And so basically it was an accident that happened with a remote control robot. And so there was this pressure to sort of make it seem like the question being are robots going to kill us. No, it’s an industrial machine, and an accident happened, and it was remote controlled. And like the robot was not sentient in any meaningful way.

And so it was that pressure to build the narrative around like a robot killed a man, but it really wasn’t that at all. It was just a robotic arm and the guy got hit by the robotic arm and died. So, that’s said, but it’s not a robot uprising. It’s not Westworld.

**Craig:** Yeah. I mean, don’t blame screenwriters for the exogenous stupidity out there. I mean, it just is. There is stupidity out there. It’s not our fault. Dumb people will say things like, “A robot killed a guy.” Well, no, somebody pushed the wrong button and a dumb lever moved an arm that you think of as a robot because it’s an arm. But it’s really not. It’s just a bunch of metal. You know, I don’t know. Kent, I’m not going to take the blame here. In fact, I want more robot movies now. More.

**John:** Quickly going through the rest of the follow up, Colin wrote in with a link to a Wired article that looks at the impossible physics of tightropes in an episode of Gotham. And so–

**Craig:** Gotham is a show? That’s a show?

**John:** Gotham is a show. Craig, what is Gotham about? I’ll wait here while you tell me what Gotham is about.

**Craig:** Well, I’m going to just wing it here. Gotham is a show from the DC universe.

**John:** Correct.

**Craig:** It is a show about the city of Gotham and the various superheroes and super villains that populate it. And sometimes–

**John:** Yes, what is the special thing about Gotham? What is the unique point of view of Gotham?

**Craig:** Gritty.

**John:** Well, it’s gritty.

**Craig:** Was I right?

**John:** Who was the biggest star in the first season of Gotham?
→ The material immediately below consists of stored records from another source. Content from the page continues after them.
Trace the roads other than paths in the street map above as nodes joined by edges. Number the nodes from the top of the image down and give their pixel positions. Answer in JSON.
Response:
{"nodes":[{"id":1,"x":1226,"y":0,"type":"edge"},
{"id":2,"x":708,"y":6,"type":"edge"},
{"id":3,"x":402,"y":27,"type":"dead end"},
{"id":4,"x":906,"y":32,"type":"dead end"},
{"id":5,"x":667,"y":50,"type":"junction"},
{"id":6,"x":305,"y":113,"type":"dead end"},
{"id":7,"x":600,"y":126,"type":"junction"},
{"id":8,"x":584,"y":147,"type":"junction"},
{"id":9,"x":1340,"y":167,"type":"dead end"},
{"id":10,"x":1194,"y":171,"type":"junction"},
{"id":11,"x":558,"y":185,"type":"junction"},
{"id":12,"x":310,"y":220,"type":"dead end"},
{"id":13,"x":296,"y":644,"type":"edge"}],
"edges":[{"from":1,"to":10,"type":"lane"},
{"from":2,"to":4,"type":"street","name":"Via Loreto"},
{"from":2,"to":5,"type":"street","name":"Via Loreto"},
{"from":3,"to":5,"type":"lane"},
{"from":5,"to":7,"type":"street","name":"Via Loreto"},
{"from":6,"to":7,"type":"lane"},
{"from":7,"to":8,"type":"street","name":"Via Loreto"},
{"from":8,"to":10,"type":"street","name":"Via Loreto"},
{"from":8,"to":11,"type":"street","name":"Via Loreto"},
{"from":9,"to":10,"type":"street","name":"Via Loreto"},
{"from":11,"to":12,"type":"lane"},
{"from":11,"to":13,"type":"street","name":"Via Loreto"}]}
**Craig:** Well, the biggest name in Gotham City is Batman, of course.

**John:** Well, yes. So Bruce Wayne is a character in it, but Bruce Wayne is a child in this. And so it’s Commissioner Gordon’s point of view. So, what actress who is married to an even more famous actor was the primary villain in the first season? Or a primary villain in the first season?

**Craig:** Angelina Jolie. Oh no, they’re not married anymore. Oh, boy, that’s a tough one. Let’s see. Who’s married to William Macy again?

**John:** No, no. Felicity Huffman is great, but no.

**Craig:** It’s not Felicity Huffman? That’s it. I’m out.

**John:** Jada Pinkett Smith was the villain.

**Craig:** Oh, Jada Pinkett Smith.

**John:** She played Mad-Eye Mooney or something. And I have not seen the show either, but at least I know what the show is.

Our final bit of follow up comes from Jay Allan Zimmerman who writes, “I admit it, I’m a Scriptnotes addict. To be clear, I am deaf. So, technically I’m a Scriptnotes transcript addict. Meaning the Sexy Craig voice in my head could be too dirty old man-ish. And the Colorado John accent could be too Montana.”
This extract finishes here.